The drive to be clever
Guilty as charged.
The earliest creative people in ad agencies were quite successful with “just saying it.” But there were three problems:
- When everyone “just says it,” everyone says the same thing.
- Creative people tend to be a competitive lot.
- It’s hard to get away with charging big creative fees for taking a client’s free TV offer and returning with a headline like Free TV.
So perhaps inevitably, most ad agencies compete less on their ability to sell products and more on their ability to out-clever one another. They have even managed to convince clients that clever always beats straightforward. It’s an easily defended claim, provided you don’t mind resorting to selection bias.
I have no argument with cleverness when it serves. Once or twice, even I have written something clever, or so I flatter myself.
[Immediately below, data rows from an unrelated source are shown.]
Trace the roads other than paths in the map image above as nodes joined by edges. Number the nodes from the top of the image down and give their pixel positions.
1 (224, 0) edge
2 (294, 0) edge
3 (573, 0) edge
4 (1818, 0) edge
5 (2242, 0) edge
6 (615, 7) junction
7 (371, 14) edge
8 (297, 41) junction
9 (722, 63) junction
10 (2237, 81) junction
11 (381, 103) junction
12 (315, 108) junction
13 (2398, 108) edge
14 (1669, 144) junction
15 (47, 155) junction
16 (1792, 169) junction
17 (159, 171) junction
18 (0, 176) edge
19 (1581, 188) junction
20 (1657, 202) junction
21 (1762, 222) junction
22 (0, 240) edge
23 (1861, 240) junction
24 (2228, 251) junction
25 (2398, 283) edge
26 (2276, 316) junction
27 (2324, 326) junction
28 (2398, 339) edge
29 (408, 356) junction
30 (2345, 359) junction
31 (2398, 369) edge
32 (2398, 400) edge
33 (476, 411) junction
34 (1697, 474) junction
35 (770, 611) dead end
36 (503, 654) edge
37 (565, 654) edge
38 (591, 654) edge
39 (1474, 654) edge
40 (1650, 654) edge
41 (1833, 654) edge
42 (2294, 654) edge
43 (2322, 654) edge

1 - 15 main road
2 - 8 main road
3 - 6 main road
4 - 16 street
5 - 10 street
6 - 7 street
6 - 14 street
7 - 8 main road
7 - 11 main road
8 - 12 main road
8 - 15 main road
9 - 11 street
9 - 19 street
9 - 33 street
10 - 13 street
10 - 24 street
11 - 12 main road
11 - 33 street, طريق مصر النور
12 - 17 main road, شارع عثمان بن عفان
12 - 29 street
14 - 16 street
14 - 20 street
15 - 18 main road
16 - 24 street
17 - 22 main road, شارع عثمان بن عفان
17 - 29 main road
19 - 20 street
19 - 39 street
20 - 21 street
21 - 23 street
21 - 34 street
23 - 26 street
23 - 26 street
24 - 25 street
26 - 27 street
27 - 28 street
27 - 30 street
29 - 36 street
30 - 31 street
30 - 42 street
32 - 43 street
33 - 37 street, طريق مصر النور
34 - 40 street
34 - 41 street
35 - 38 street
But part of being clever is knowing when to just say it. Another part is being able to tell the difference between cleverness that enhances a message and cleverness that only shows off how clever the writer is.
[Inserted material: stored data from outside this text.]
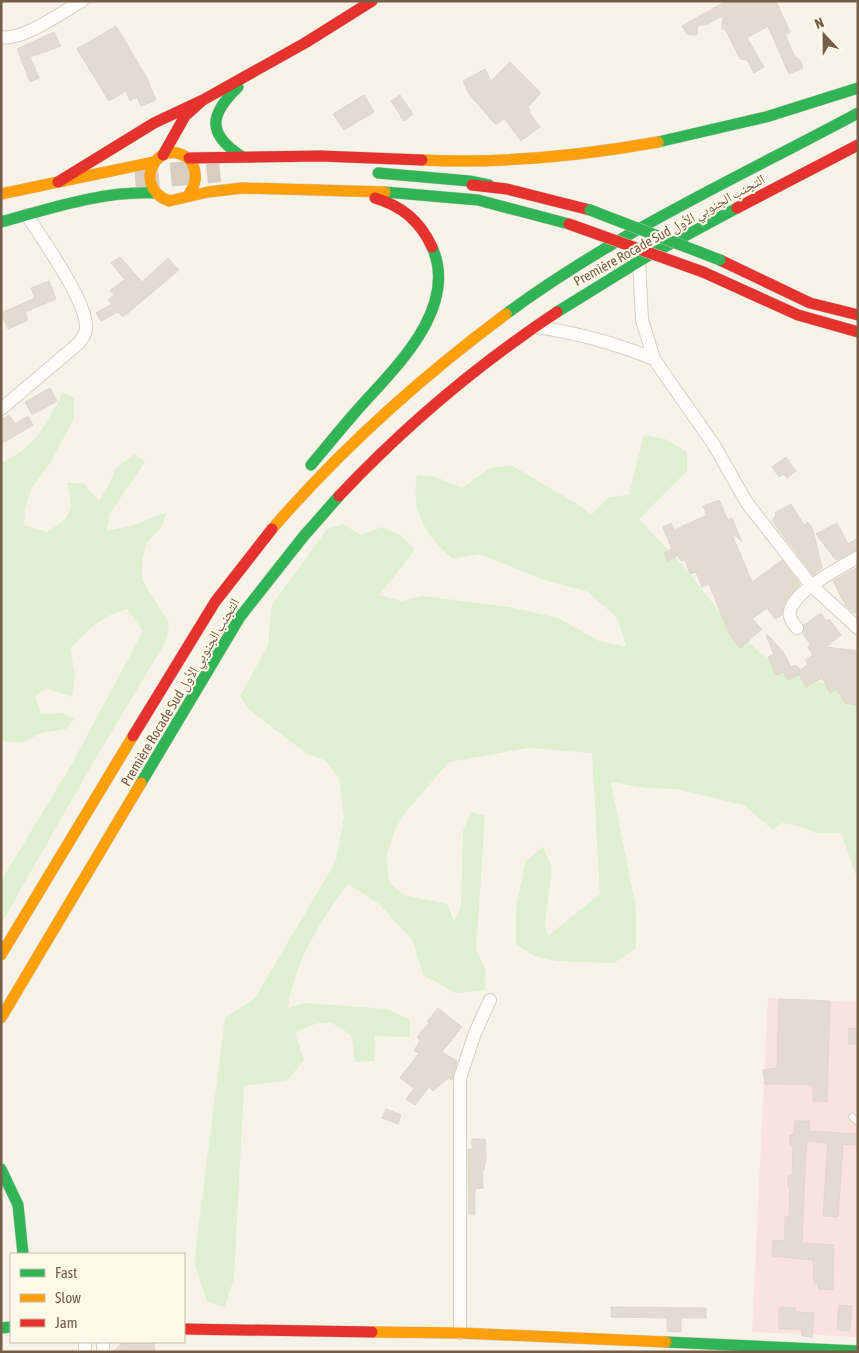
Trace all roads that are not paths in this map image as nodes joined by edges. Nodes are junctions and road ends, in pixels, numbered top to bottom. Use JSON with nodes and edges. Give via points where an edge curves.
{"nodes":[{"id":1,"x":82,"y":1,"type":"edge"},
{"id":2,"x":372,"y":1,"type":"edge"},
{"id":3,"x":1,"y":37,"type":"edge"},
{"id":4,"x":305,"y":43,"type":"junction"},
{"id":5,"x":241,"y":84,"type":"junction"},
{"id":6,"x":858,"y":88,"type":"edge"},
{"id":7,"x":203,"y":100,"type":"junction"},
{"id":8,"x":858,"y":114,"type":"edge"},
{"id":9,"x":858,"y":145,"type":"edge"},
{"id":10,"x":578,"y":154,"type":"junction"},
{"id":11,"x":858,"y":155,"type":"edge"},
{"id":12,"x":241,"y":156,"type":"junction"},
{"id":13,"x":158,"y":159,"type":"junction"},
{"id":14,"x":190,"y":161,"type":"junction"},
{"id":15,"x":296,"y":168,"type":"dead end"},
{"id":16,"x":238,"y":169,"type":"dead end"},
{"id":17,"x":207,"y":176,"type":"dead end"},
{"id":18,"x":135,"y":178,"type":"tunnel mouth"},
{"id":19,"x":219,"y":180,"type":"tunnel mouth"},
{"id":20,"x":58,"y":182,"type":"junction"},
{"id":21,"x":334,"y":189,"type":"junction"},
{"id":22,"x":508,"y":189,"type":"junction"},
{"id":23,"x":1,"y":194,"type":"edge"},
{"id":24,"x":155,"y":194,"type":"junction"},
{"id":25,"x":188,"y":196,"type":"junction"},
{"id":26,"x":20,"y":202,"type":"dead end"},
{"id":27,"x":27,"y":215,"type":"junction"},
{"id":28,"x":719,"y":218,"type":"junction"},
{"id":29,"x":1,"y":222,"type":"edge"},
{"id":30,"x":640,"y":261,"type":"junction"},
{"id":31,"x":858,"y":315,"type":"edge"},
{"id":32,"x":537,"y":327,"type":"junction"},
{"id":33,"x":858,"y":332,"type":"edge"},
{"id":34,"x":654,"y":359,"type":"junction"},
{"id":35,"x":1,"y":409,"type":"edge"},
{"id":36,"x":305,"y":473,"type":"dead end"},
{"id":37,"x":293,"y":487,"type":"dead end"},
{"id":38,"x":858,"y":558,"type":"edge"},
{"id":39,"x":227,"y":584,"type":"junction"},
{"id":40,"x":811,"y":586,"type":"junction"},
{"id":41,"x":797,"y":628,"type":"dead end"},
{"id":42,"x":858,"y":628,"type":"edge"},
{"id":43,"x":1,"y":955,"type":"edge"},
{"id":44,"x":490,"y":1000,"type":"dead end"},
{"id":45,"x":1,"y":1018,"type":"edge"},
{"id":46,"x":852,"y":1117,"type":"dead end"},
{"id":47,"x":858,"y":1122,"type":"edge"},
{"id":48,"x":1,"y":1168,"type":"edge"},
{"id":49,"x":23,"y":1253,"type":"edge"},
{"id":50,"x":185,"y":1329,"type":"edge"},
{"id":51,"x":460,"y":1333,"type":"junction"},
{"id":52,"x":858,"y":1351,"type":"edge"}],
"edges":[{"from":1,"to":3,"type":"street","via":[[31,30],[8,39]]},
{"from":2,"to":4,"type":"main road"},
{"from":4,"to":5,"type":"main road","via":[[289,57]]},
{"from":4,"to":7,"type":"main road"},
{"from":5,"to":12,"type":"main road","via":[[220,104],[215,120],[222,140]]},
{"from":5,"to":14,"type":"main road","via":[[204,106],[192,118],[185,134]]},
{"from":6,"to":10,"type":"main road","via":[[732,127],[656,143]]},
{"from":7,"to":13,"type":"main road","via":[[185,116]]},
{"from":7,"to":20,"type":"main road","via":[[154,123]]},
{"from":8,"to":39,"type":"main road","name":"Première Rocade Sud التجنب الجنوبي الأول","via":[[678,207],[561,276],[506,315],[430,374],[325,470]]},
{"from":9,"to":28,"type":"main road","name":"Première Rocade Sud التجنب الجنوبي الأول"},
{"from":10,"to":12,"type":"main road","via":[[482,161]]},
{"from":10,"to":22,"type":"main road","via":[[455,167],[364,171],[469,181]]},
{"from":11,"to":28,"type":"main road"},
{"from":12,"to":14,"type":"main road"},
{"from":13,"to":14,"type":"main road","via":[[175,153]]},
{"from":13,"to":20,"type":"main road"},
{"from":13,"to":24,"type":"main road","via":[[151,168],[149,181]]},
{"from":14,"to":17,"type":"main road"},
{"from":14,"to":25,"type":"main road","via":[[197,183]]},
{"from":15,"to":16,"type":"main road"},
{"from":18,"to":26,"type":"main road"},
{"from":19,"to":22,"type":"main road","via":[[365,180]]},
{"from":20,"to":23,"type":"main road"},
{"from":21,"to":25,"type":"main road","via":[[239,188]]},
{"from":21,"to":33,"type":"main road","bridge":true,"via":[[488,201],[569,224],[703,272],[797,316]]},
{"from":21,"to":36,"type":"main road","via":[[391,203],[408,213],[432,243],[439,278],[434,303],[415,342]]},
{"from":22,"to":31,"type":"main road","bridge":true,"via":[[590,210],[720,260],[810,303]]},
{"from":24,"to":25,"type":"main road","via":[[174,201]]},
{"from":24,"to":27,"type":"main road","via":[[112,196]]},
{"from":27,"to":29,"type":"main road"},
{"from":27,"to":35,"type":"street","via":[[77,299],[86,330],[80,343]]},
{"from":28,"to":30,"type":"main road","name":"Première Rocade Sud التجنب الجنوبي الأول"},
{"from":30,"to":32,"type":"main road","name":"Première Rocade Sud التجنب الجنوبي الأول","via":[[576,299]]},
{"from":30,"to":34,"type":"street","via":[[642,320]]},
{"from":32,"to":34,"type":"street","via":[[613,342]]},
{"from":32,"to":45,"type":"main road","name":"Première Rocade Sud التجنب الجنوبي الأول","via":[[431,408],[342,492],[287,556],[240,617]]},
{"from":34,"to":40,"type":"street","via":[[714,445],[747,503]]},
{"from":37,"to":39,"type":"main road"},
{"from":38,"to":40,"type":"street"},
{"from":39,"to":43,"type":"main road","name":"Première Rocade Sud التجنب الجنوبي الأول"},
{"from":40,"to":41,"type":"street","via":[[790,609],[790,617]]},
{"from":40,"to":42,"type":"street"},
{"from":44,"to":51,"type":"street","via":[[474,1033],[460,1078]]},
{"from":46,"to":47,"type":"lane"},
{"from":48,"to":49,"type":"main road","via":[[18,1205]]},
{"from":50,"to":51,"type":"main road"},
{"from":51,"to":52,"type":"main road"}]}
Take the above-pictured billboard, an attempted clever way of telling people that driving buzzed is unsafe. I have my doubts about the strategy, which is to make you resolve to drive sober for fear of having to apologize for killing someone. I have my doubts about the execution, too. The average driver looks at a billboard for about three seconds—if he or she bothers looking at all, which is a big if. That’s not much time to figure out what the crossed-out fine in I feel fine replaced by so sorry I killed your daughter means. And that’s assuming drivers will even try. One of the hardest advertising lessons to learn is that people aren’t interested in what you have to say, much less in working to decipher it.
But that's not the worst part. The worst part is that the headline doesn’t bother telling you what not to do. For that, you must read another line of type—the one in the lower left that’s small enough to be dismissed as insignificant or to go unnoticed. If you bother and manage to read it, you will see that it says Buzzed driving is drunk driving, itself not a little obscure.
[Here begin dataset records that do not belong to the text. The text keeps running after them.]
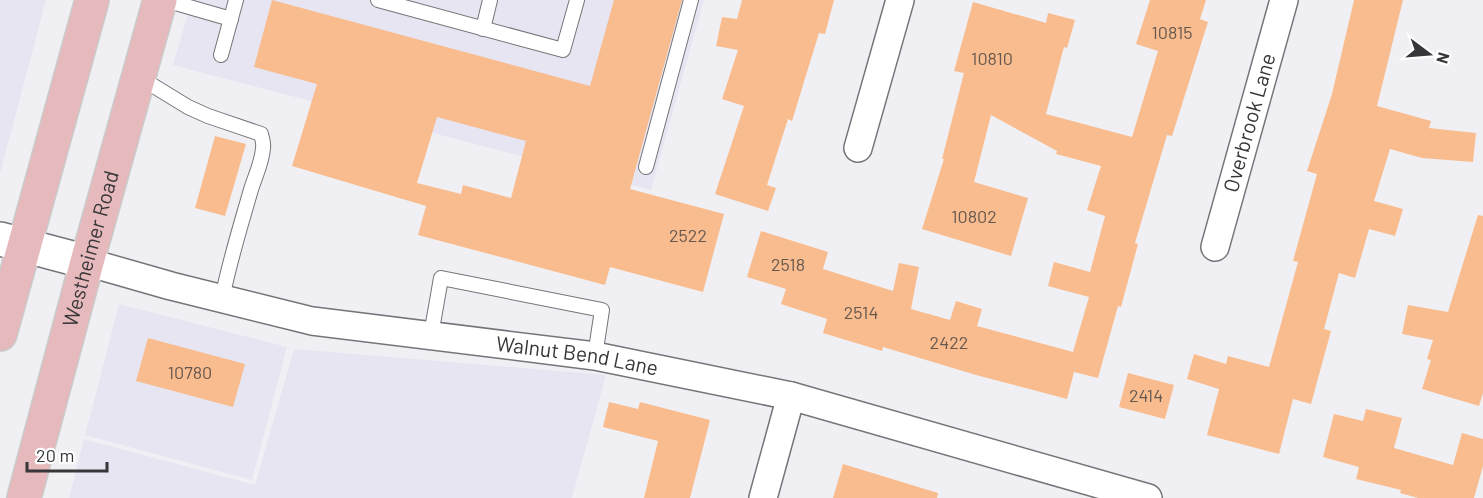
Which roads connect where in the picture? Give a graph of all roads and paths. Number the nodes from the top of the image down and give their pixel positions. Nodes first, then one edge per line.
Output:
1 (92, 0) edge
2 (163, 0) edge
3 (237, 0) edge
4 (378, 0) edge
5 (490, 0) edge
6 (577, 0) edge
7 (691, 0) edge
8 (900, 0) edge
9 (1284, 0) edge
10 (231, 19) junction
11 (483, 29) junction
12 (221, 55) dead end
13 (139, 77) junction
14 (858, 148) dead end
15 (646, 167) dead end
16 (12, 242) edge
17 (1215, 247) dead end
18 (87, 262) junction
19 (222, 298) junction
20 (0, 334) edge
21 (431, 335) junction
22 (595, 356) junction
23 (790, 396) junction
24 (24, 498) edge
25 (763, 498) edge
26 (1148, 498) edge

1 - 16 main road
2 - 10 lane
2 - 13 main road, Westheimer Road
3 - 10 lane
4 - 11 lane
5 - 11 lane
6 - 11 lane
7 - 15 lane
8 - 14 street
9 - 17 street, Overbrook Lane
10 - 12 lane
13 - 18 main road, Westheimer Road
13 - 19 lane
16 - 18 street, Walnut Bend Lane
16 - 20 main road
18 - 19 street, Walnut Bend Lane
18 - 24 main road, Westheimer Road
19 - 21 street, Walnut Bend Lane
21 - 22 street, Walnut Bend Lane
21 - 22 lane
22 - 23 street, Walnut Bend Lane
23 - 25 street
23 - 26 street, Walnut Bend Lane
That’s three seconds to consume a nine-word headline, figure out what the cross-out is doing there, and then read and decipher five more tiny, hard-to-find words. Then, as your vehicle moves on, you are supposed ponder what you just read and suddenly say, “Gosh, they’re right. Next time I’ll call a cab.” All while minding your driving. I hope.
So, while I support the objective, perhaps you can see why I doubt this is the right way to go about it.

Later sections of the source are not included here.